Unlike oil prices, however, not all economies are equally affected by this spike in the price of coal. France, for example, is one of the world’s largest nuclear power producers (in fact, per capita, France is the largest producer of nuclear power in the world). As a result, France’s economy is basically unaffected by the sharp rise in coal prices. Other countries in Europe are benefiting from France’s nuclear power generation since France is the largest net exporter of electricity in the European Union. It’s reliance on nuclear power also means that the French economy has one of the lowest carbon-intensive economies in the Organization of Economic Cooperation and Development (OECD). France’s decision to “go nuclear” was based in large measure on the fact that it has limited fossil resources. In fact, France stopped producing coal in 2005. Much of the increased demand for coal comes from Asian countries.
“The signs of a coal crisis have been showing up from mine mouths to factory gates and living rooms: As many as 45 ships were stacked up in Australian ports waiting for coal deliveries slowed by torrential rains. China and Vietnam which have thrived by sending goods abroad, abruptly banned coal exports, while India’s import demands are up. Factory hours have been shortened in parts of China, and blackouts have rippled across South Africa and Indonesia’s most populous island, Java. Meanwhile mining companies are enjoying a windfall. Freight cars in Appalachia are brimming with coal for export, and old coal mines in Japan have been reopened or expanded. European and Japanese coal buyers, worried about future supplies, have begun locking in long-term contracts at high prices, and world steel and concrete prices have risen already, fueling inflation.”

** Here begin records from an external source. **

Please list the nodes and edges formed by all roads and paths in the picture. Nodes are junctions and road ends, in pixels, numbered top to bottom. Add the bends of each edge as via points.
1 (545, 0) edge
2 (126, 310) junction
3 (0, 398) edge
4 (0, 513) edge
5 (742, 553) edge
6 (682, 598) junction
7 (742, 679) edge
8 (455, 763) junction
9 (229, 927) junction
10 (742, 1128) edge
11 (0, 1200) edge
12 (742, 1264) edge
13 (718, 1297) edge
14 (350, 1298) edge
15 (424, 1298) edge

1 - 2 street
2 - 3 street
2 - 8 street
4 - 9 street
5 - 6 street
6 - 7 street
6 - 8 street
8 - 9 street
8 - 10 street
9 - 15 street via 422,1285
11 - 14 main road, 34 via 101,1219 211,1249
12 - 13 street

The high price of coal is not good news for environmentalists because it has encouraged the increased production of coal. As I noted in an earlier post about coal [The Search for Clean Coal], coal reserves remain abundant — the U.S., Russia, China, India, and Australia have the world’s largest coal reserves. While the increased export of coal at high prices is good for the U.S. trade deficit, higher prices also means that domestic electricity costs are going to rise. While coal producers hope the high prices and increased demand are here to stay, environmentalists are hoping that green movements curtail the use of coal-fired power plants.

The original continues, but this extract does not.